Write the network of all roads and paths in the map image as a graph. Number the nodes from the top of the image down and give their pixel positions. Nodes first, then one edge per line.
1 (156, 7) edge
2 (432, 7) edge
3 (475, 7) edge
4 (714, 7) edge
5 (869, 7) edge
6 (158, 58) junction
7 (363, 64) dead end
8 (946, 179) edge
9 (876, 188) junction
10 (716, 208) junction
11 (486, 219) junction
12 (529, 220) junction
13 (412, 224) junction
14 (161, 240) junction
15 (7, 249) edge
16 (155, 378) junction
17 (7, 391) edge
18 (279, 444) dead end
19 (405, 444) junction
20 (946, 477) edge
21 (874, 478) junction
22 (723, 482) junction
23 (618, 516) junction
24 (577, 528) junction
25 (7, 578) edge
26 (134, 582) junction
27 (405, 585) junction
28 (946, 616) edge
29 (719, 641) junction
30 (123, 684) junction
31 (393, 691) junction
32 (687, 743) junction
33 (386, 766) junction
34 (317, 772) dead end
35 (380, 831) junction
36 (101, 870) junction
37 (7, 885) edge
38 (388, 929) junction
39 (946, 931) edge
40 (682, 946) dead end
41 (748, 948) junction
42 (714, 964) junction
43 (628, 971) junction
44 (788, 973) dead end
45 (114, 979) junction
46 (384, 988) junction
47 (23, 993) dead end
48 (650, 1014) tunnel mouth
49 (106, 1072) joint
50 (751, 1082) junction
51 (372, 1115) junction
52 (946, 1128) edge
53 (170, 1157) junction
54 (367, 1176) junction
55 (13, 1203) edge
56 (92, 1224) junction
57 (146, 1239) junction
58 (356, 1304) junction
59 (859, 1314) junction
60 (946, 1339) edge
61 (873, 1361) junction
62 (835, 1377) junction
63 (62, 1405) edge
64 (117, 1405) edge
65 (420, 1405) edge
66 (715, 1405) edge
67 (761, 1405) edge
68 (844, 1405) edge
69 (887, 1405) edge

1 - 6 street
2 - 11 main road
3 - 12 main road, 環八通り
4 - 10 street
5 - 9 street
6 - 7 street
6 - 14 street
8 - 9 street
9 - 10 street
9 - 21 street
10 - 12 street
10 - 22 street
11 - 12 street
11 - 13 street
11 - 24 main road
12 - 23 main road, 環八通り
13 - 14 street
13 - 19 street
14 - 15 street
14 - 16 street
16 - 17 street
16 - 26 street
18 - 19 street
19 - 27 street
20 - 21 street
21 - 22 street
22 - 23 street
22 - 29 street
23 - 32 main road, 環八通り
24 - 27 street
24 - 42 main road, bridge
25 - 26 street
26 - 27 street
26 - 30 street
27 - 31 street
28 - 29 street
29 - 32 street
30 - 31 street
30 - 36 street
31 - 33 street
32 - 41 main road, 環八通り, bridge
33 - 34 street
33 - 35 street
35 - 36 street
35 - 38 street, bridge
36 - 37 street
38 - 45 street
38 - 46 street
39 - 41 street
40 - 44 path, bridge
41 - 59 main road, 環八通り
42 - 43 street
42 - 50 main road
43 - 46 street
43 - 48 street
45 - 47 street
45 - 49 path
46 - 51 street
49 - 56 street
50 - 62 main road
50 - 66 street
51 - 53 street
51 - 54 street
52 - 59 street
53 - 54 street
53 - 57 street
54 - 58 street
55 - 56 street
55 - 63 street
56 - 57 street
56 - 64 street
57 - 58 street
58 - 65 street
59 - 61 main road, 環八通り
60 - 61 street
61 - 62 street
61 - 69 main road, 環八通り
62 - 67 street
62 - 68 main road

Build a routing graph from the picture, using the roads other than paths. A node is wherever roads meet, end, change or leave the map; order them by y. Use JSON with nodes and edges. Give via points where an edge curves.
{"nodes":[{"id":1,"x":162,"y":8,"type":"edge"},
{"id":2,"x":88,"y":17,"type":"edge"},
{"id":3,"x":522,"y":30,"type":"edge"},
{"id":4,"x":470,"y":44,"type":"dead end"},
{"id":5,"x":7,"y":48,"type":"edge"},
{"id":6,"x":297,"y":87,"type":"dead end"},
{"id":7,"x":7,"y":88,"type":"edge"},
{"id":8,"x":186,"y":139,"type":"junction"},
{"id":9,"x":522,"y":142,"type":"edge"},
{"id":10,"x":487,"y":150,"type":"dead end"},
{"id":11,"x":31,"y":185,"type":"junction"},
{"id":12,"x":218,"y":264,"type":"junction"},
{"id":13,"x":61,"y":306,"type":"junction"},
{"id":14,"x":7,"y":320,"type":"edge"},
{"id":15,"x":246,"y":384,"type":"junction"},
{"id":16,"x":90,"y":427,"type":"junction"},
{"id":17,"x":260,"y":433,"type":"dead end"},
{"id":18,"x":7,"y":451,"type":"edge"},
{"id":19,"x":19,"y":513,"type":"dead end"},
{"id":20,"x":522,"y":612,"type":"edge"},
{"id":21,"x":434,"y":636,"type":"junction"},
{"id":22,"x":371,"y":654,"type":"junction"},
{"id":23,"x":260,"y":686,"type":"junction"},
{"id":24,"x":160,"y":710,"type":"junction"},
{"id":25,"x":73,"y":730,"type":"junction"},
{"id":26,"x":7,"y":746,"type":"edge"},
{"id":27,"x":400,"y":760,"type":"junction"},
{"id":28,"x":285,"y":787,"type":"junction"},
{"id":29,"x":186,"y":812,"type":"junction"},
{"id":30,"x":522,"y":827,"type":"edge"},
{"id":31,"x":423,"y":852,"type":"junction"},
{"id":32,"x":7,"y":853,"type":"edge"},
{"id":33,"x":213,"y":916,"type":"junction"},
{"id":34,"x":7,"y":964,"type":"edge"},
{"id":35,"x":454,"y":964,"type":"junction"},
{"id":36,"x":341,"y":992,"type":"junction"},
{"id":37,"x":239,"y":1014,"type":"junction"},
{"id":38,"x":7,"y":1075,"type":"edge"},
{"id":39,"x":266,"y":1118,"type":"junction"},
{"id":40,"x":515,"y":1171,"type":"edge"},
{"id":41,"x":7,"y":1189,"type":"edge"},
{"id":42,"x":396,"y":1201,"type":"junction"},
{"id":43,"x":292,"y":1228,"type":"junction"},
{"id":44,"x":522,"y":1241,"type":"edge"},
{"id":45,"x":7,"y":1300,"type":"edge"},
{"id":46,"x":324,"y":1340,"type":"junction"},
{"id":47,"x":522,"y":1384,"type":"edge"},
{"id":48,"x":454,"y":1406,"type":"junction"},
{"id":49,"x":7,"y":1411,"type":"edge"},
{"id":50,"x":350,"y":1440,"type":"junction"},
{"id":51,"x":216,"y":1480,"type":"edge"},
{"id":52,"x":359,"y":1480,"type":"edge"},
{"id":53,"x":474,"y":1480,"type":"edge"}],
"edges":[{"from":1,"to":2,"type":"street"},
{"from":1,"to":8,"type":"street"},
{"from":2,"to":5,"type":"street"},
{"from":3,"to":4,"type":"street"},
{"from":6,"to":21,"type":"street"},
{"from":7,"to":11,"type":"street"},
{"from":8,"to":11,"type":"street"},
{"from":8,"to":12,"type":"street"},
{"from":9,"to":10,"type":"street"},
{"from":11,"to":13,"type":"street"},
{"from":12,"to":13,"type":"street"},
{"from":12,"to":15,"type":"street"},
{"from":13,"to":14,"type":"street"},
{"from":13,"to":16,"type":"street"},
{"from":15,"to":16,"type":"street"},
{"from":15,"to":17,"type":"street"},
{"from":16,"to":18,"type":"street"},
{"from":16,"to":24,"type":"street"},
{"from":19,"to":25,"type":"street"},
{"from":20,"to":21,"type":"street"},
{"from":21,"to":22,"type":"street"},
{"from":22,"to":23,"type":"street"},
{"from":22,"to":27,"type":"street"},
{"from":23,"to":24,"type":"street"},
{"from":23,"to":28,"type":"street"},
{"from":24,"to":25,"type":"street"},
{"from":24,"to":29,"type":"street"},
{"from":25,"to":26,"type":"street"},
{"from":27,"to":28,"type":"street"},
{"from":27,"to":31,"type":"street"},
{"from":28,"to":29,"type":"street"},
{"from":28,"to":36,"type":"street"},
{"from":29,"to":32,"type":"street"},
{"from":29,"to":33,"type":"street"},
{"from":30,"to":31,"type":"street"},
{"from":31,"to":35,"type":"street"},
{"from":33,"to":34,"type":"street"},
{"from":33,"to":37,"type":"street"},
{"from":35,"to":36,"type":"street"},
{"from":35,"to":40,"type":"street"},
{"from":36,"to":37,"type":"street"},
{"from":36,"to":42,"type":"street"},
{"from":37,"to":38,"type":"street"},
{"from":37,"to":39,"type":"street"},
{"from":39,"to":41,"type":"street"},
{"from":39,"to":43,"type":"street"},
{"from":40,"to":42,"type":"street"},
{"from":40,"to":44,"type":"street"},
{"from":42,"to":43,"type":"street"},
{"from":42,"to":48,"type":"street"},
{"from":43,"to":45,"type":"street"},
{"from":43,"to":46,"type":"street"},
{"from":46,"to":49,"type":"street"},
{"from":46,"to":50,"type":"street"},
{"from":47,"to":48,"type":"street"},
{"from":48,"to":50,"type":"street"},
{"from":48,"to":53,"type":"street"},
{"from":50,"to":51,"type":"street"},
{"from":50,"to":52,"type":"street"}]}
++++++++++++++++++++
• _Problem_:
Filter the data down to the lines that contain the string "edges", and copy them.

• _Response box_:
Build a routing graph from the picture, using the roads other than paths. A node is wherever roads meet, end, change or leave the map; order them by y. Use JSON with nodes and edges. Give via points where an edge curves.
"edges":[{"from":1,"to":2,"type":"street"},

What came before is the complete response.